Clinical trials are vital to cancer research; today's clinical trials are tomorrow's standard treatments. Currently, only 3% of all eligible patients are enrolling in trials, resulting in many closing early or never even getting off the ground. With the current economic climate and rising costs of health care, the fear of even routine care not being covered by insurance companies creates a significant barrier to clinical trial enrollment. Legislation such as that recently passed in Texas, greatly reduces this barrier and increases access.
I am proud to say that two of our colleagues from the Tacoma, Washington PEP site are working to achieve similar legislation in Washington.
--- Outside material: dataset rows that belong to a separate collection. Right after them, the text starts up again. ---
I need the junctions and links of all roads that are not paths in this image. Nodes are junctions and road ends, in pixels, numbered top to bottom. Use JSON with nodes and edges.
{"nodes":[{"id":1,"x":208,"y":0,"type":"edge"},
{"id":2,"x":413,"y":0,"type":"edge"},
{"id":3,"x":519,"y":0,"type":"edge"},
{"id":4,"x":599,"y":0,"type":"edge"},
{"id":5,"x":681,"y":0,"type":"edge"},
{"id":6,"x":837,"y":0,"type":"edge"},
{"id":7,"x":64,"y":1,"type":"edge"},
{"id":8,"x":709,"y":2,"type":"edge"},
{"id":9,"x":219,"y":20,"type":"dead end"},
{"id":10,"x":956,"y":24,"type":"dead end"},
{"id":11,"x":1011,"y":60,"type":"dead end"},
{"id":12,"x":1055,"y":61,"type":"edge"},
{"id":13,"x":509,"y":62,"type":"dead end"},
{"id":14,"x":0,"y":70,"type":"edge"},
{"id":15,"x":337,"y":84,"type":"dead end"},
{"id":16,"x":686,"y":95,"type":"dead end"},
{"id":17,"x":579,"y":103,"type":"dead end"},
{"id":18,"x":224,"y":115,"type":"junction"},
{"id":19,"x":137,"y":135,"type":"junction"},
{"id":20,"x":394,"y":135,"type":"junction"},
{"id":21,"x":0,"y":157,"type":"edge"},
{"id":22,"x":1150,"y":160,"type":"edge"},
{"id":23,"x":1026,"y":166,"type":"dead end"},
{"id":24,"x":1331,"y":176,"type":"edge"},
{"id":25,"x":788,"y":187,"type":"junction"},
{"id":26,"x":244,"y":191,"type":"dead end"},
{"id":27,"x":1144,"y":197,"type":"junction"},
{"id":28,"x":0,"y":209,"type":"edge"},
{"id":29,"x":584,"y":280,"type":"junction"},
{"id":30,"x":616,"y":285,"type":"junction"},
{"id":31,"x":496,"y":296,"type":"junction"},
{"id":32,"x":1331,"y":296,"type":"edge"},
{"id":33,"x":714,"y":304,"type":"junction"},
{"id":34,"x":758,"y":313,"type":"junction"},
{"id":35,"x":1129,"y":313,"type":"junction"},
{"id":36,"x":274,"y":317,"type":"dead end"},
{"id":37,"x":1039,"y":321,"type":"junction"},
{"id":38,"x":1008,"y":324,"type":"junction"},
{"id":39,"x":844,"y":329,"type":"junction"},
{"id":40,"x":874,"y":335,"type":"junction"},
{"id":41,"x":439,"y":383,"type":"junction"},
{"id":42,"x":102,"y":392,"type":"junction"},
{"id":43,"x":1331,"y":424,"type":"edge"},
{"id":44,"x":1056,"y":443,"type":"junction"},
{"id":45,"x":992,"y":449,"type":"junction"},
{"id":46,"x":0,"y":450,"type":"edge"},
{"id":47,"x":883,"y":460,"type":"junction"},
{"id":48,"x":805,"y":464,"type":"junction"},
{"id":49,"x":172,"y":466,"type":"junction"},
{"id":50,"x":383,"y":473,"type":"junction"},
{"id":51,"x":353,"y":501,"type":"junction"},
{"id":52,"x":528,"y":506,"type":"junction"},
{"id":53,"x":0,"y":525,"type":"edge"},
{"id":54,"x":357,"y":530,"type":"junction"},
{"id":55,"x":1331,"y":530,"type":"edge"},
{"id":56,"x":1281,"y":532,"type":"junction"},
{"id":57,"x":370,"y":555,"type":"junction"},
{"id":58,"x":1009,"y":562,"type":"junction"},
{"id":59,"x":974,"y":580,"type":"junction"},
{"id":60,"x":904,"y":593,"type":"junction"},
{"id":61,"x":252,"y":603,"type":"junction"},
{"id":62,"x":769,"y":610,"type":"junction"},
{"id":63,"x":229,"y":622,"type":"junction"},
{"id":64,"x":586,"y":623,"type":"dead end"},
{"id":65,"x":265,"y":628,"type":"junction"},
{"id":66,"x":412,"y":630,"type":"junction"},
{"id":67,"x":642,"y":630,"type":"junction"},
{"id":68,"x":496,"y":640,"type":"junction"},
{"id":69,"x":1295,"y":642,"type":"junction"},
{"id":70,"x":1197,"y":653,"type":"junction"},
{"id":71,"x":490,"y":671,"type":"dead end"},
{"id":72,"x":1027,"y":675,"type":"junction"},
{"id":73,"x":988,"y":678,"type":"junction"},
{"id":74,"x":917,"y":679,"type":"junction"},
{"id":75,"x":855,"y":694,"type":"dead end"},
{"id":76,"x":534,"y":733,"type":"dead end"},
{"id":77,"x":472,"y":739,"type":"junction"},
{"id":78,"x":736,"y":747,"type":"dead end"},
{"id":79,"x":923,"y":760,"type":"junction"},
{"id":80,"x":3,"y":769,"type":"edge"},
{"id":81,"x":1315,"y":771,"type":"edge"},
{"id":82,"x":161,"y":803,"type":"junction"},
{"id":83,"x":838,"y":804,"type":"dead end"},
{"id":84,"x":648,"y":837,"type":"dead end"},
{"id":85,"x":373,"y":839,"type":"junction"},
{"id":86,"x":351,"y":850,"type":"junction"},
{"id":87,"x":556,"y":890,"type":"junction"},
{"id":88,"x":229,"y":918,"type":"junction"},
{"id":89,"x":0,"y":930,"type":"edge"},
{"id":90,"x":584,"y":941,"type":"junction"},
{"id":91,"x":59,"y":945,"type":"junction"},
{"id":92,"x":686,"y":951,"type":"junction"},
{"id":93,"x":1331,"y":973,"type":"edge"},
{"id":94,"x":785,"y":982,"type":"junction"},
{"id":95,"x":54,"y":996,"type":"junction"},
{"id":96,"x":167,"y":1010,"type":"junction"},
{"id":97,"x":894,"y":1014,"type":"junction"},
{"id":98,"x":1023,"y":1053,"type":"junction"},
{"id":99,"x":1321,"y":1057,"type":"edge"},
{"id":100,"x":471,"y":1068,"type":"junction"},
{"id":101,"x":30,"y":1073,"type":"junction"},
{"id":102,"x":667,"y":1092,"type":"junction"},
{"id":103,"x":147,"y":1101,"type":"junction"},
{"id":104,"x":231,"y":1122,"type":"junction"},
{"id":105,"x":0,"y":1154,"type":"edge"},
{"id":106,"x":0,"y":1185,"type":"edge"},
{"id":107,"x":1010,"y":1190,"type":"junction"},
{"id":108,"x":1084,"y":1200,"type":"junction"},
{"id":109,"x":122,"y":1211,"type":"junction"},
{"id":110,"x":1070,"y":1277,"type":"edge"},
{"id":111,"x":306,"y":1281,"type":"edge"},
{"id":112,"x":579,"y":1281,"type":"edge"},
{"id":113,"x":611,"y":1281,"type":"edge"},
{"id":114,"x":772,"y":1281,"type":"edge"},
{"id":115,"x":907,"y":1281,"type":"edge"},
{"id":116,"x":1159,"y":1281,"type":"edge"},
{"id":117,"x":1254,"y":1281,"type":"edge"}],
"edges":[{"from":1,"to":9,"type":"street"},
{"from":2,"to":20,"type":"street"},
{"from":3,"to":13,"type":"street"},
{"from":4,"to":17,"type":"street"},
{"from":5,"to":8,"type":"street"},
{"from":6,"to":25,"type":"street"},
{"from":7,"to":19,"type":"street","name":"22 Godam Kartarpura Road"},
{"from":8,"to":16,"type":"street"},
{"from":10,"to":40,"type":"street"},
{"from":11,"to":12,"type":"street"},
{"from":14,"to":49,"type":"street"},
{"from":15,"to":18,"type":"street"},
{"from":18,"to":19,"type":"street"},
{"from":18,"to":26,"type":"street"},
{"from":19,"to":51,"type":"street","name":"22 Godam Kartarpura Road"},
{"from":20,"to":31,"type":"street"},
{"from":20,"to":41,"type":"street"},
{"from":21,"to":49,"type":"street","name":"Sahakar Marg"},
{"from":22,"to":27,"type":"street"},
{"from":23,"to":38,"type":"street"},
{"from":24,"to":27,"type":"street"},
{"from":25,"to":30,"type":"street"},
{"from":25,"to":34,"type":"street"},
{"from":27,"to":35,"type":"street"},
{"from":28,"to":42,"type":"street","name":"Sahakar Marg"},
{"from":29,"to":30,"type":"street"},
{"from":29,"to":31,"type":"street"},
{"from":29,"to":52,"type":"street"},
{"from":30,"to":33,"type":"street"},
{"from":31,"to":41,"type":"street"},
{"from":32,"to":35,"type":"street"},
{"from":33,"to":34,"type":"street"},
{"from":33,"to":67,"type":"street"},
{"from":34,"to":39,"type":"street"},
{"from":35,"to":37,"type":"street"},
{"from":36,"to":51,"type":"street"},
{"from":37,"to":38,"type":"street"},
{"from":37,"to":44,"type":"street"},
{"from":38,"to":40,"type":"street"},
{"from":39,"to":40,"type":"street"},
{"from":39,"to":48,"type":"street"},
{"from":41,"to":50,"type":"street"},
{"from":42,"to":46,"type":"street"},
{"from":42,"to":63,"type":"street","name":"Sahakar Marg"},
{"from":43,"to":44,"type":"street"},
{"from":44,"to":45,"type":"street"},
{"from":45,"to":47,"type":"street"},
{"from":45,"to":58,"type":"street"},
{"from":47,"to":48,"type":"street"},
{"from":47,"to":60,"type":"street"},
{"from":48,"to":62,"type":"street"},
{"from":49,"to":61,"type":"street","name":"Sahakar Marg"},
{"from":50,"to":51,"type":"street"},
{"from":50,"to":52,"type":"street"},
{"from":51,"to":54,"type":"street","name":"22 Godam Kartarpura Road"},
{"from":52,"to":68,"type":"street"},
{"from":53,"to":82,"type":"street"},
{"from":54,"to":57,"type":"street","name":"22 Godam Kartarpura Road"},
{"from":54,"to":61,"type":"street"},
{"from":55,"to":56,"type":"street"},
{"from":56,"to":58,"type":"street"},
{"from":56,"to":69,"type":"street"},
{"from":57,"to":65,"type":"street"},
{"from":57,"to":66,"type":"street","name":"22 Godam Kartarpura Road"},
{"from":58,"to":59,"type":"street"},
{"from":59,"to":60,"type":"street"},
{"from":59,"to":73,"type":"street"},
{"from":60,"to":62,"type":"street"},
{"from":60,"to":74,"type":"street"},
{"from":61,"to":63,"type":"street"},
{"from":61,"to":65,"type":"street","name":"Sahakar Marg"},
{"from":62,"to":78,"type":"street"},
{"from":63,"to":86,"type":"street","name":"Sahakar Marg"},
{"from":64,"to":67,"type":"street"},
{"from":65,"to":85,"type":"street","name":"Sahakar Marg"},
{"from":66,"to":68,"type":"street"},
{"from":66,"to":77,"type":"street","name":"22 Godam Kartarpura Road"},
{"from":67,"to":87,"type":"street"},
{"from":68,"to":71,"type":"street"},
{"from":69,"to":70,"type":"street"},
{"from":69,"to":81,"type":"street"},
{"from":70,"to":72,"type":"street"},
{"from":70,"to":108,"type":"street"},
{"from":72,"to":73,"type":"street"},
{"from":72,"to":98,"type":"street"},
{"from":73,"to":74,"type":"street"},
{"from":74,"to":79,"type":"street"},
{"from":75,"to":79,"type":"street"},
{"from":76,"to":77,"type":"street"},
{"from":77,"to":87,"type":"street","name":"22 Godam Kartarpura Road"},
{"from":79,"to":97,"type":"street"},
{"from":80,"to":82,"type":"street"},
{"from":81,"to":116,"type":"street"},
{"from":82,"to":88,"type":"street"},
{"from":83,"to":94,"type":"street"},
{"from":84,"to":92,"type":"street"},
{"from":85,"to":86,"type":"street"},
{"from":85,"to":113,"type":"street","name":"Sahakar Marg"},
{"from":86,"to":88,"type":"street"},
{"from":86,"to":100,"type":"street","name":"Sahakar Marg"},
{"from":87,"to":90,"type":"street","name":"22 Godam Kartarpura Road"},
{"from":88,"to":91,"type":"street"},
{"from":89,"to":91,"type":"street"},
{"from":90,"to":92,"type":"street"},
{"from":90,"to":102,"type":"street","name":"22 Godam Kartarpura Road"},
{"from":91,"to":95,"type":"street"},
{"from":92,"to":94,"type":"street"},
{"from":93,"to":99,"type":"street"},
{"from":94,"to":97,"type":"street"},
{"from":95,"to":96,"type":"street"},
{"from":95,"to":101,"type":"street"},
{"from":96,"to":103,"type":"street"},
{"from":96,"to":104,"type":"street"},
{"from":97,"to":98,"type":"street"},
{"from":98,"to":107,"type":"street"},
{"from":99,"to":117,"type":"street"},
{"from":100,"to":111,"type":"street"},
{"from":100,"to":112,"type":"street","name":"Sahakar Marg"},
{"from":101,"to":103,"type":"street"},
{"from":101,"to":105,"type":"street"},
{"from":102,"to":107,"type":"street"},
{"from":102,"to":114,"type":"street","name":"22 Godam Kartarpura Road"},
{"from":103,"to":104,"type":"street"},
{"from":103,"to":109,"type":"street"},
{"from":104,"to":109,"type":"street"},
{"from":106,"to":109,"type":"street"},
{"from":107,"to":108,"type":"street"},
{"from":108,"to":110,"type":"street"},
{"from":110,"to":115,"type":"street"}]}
Samantha Yeun and Jay Zatzkin have been working from within the Washington Comprehensive Cancer Control Partnership to educate on the important role cancer clinical trials play in cancer research and treatment development. In part due to their efforts, one of the partnership's current objectives is to advocate for the state of Washington to pass legislation mandating insurance coverage of routine medical costs for those enrolled in cancer clinical trials. We have high hopes that not only Washington, but the other remaining 24 states follow suit and pass similar legislation so that my earlier story becomes that of fiction in all 50 states.
June 1st, 2009
I'm just returning from the annual conference of the American Society of Clinical Oncology. The conference, drawing thousands of attendees from over 100 countries, provided an excellent showcase for all the latest discoveries and newest innovations in care. In fact, many of the scientific breakthroughs shared in educational sessions throughout the meeting will be subsequently broadcast through the media-on radio, television and on the web; the information learned will be used to help health care providers to adopt new standards of care for cancer patients. Hearing about several of breakthroughs first hand at the conference serves as a vivid reminder for me of just how important cancer clinical trials are in helping to make progress against cancer. It also reinforces the urgency that's needed in making more of the public-and cancer patients in particular-aware of the clinical trials as a viable option for first line treatment. Currently, it may take as long as 10 to 15 years to bring a new treatment approach to the point of approval and acceptance as a new standard of care. Imagine how much faster we could go in translating scientific discoveries into state of the art care for patients if more of the public understood cancer clinical trials and how they work; more primary care providers referred their patients to sites that provide cancer clinical trials; and more cancer research staff offered trial opportunities to eligible patients? I believe such an accelerated rate of progress is within reach. And with the continue engagement of all-community and patients, providers and researchers, enhanced awareness, access and participation in cancer clinical trials is possible.